═════ Task data ═════
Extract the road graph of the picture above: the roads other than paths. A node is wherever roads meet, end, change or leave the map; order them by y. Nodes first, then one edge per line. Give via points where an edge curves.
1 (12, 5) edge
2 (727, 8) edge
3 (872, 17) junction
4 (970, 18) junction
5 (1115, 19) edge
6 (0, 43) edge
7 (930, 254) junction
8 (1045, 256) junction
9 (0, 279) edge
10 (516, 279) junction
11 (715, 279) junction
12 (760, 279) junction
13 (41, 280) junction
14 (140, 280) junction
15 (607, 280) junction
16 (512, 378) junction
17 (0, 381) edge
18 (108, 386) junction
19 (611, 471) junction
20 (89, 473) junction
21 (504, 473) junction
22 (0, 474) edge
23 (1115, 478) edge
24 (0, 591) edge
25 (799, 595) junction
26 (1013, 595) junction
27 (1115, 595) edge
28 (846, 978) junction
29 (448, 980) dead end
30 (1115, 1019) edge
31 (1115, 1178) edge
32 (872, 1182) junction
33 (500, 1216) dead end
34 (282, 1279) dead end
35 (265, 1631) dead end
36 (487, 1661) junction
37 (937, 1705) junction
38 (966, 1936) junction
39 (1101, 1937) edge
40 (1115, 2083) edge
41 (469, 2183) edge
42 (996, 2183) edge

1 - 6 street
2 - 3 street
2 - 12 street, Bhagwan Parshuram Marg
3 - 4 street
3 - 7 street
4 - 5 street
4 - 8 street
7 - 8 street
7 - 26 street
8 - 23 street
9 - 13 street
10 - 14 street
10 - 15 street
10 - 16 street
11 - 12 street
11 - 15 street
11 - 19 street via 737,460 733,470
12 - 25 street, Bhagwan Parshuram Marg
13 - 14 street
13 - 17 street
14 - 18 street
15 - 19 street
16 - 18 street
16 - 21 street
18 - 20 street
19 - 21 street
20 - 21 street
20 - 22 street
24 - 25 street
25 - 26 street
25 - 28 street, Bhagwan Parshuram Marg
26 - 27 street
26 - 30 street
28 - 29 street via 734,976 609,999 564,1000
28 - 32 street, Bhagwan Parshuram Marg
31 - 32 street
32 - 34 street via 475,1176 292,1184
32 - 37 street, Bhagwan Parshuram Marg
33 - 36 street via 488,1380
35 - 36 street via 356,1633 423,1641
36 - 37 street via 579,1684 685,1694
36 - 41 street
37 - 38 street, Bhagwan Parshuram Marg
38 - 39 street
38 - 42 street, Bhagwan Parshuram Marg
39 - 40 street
═════
- Instructions for the task -
Each line above that contains the word "dead" should be copied.

- Solution to the exercise -
29 (448, 980) dead end
33 (500, 1216) dead end
34 (282, 1279) dead end
35 (265, 1631) dead end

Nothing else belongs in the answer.